Supplied records

----

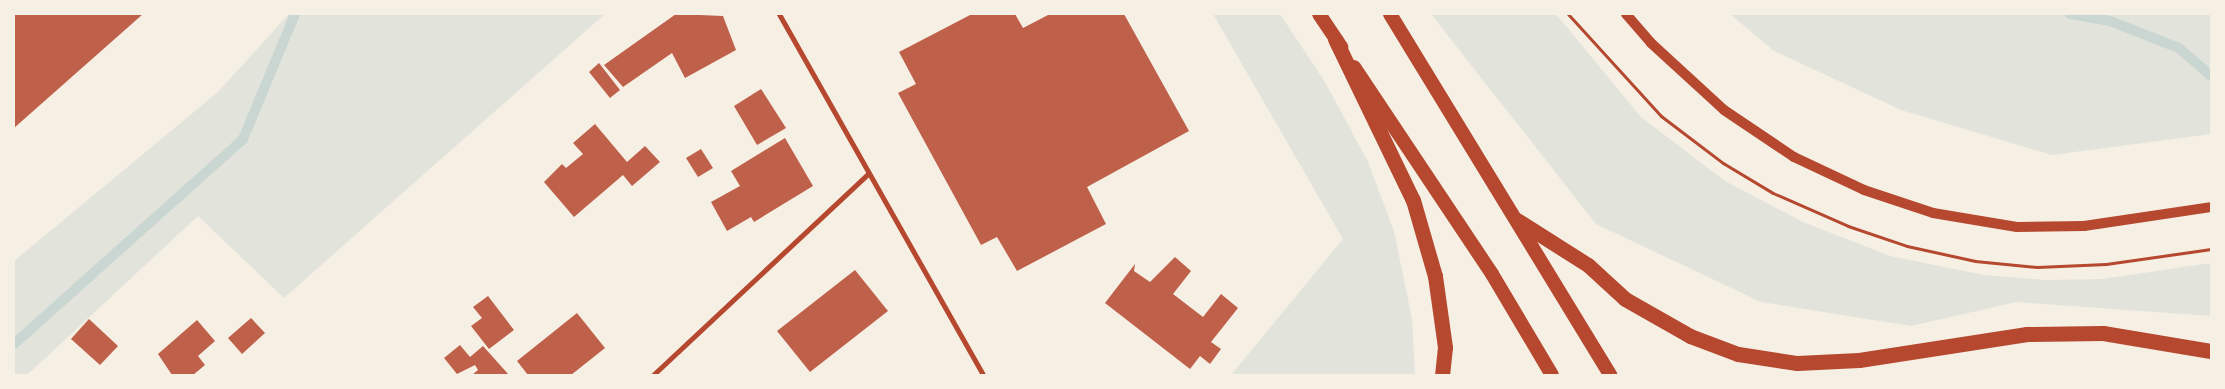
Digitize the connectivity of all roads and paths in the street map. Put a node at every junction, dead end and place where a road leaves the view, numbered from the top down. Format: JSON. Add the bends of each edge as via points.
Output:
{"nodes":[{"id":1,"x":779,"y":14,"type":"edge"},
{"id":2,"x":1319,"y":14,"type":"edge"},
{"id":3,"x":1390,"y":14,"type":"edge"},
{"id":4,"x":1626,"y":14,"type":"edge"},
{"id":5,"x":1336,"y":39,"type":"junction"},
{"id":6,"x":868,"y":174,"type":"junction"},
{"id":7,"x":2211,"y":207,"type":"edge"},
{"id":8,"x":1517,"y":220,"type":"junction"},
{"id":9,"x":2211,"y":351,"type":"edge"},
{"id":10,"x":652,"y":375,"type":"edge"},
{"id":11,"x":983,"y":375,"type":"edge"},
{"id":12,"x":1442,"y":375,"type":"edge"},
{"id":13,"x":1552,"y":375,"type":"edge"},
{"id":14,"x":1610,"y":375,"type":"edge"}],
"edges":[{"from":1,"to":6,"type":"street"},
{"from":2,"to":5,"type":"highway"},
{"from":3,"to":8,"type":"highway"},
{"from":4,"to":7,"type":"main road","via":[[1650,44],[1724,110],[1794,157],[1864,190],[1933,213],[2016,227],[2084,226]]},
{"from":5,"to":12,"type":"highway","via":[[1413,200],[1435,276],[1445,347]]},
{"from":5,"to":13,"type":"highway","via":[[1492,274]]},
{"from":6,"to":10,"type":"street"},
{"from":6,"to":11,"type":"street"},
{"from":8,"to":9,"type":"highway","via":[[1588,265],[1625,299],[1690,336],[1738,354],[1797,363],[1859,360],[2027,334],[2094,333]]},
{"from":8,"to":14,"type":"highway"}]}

----

What needs to be done
Reproduce the listing verbatim, and keep the pictures out of the copy.

Solution for this problem
Digitize the connectivity of all roads and paths in the street map. Put a node at every junction, dead end and place where a road leaves the view, numbered from the top down. Format: JSON. Add the bends of each edge as via points.
Output:
{"nodes":[{"id":1,"x":779,"y":14,"type":"edge"},
{"id":2,"x":1319,"y":14,"type":"edge"},
{"id":3,"x":1390,"y":14,"type":"edge"},
{"id":4,"x":1626,"y":14,"type":"edge"},
{"id":5,"x":1336,"y":39,"type":"junction"},
{"id":6,"x":868,"y":174,"type":"junction"},
{"id":7,"x":2211,"y":207,"type":"edge"},
{"id":8,"x":1517,"y":220,"type":"junction"},
{"id":9,"x":2211,"y":351,"type":"edge"},
{"id":10,"x":652,"y":375,"type":"edge"},
{"id":11,"x":983,"y":375,"type":"edge"},
{"id":12,"x":1442,"y":375,"type":"edge"},
{"id":13,"x":1552,"y":375,"type":"edge"},
{"id":14,"x":1610,"y":375,"type":"edge"}],
"edges":[{"from":1,"to":6,"type":"street"},
{"from":2,"to":5,"type":"highway"},
{"from":3,"to":8,"type":"highway"},
{"from":4,"to":7,"type":"main road","via":[[1650,44],[1724,110],[1794,157],[1864,190],[1933,213],[2016,227],[2084,226]]},
{"from":5,"to":12,"type":"highway","via":[[1413,200],[1435,276],[1445,347]]},
{"from":5,"to":13,"type":"highway","via":[[1492,274]]},
{"from":6,"to":10,"type":"street"},
{"from":6,"to":11,"type":"street"},
{"from":8,"to":9,"type":"highway","via":[[1588,265],[1625,299],[1690,336],[1738,354],[1797,363],[1859,360],[2027,334],[2094,333]]},
{"from":8,"to":14,"type":"highway"}]}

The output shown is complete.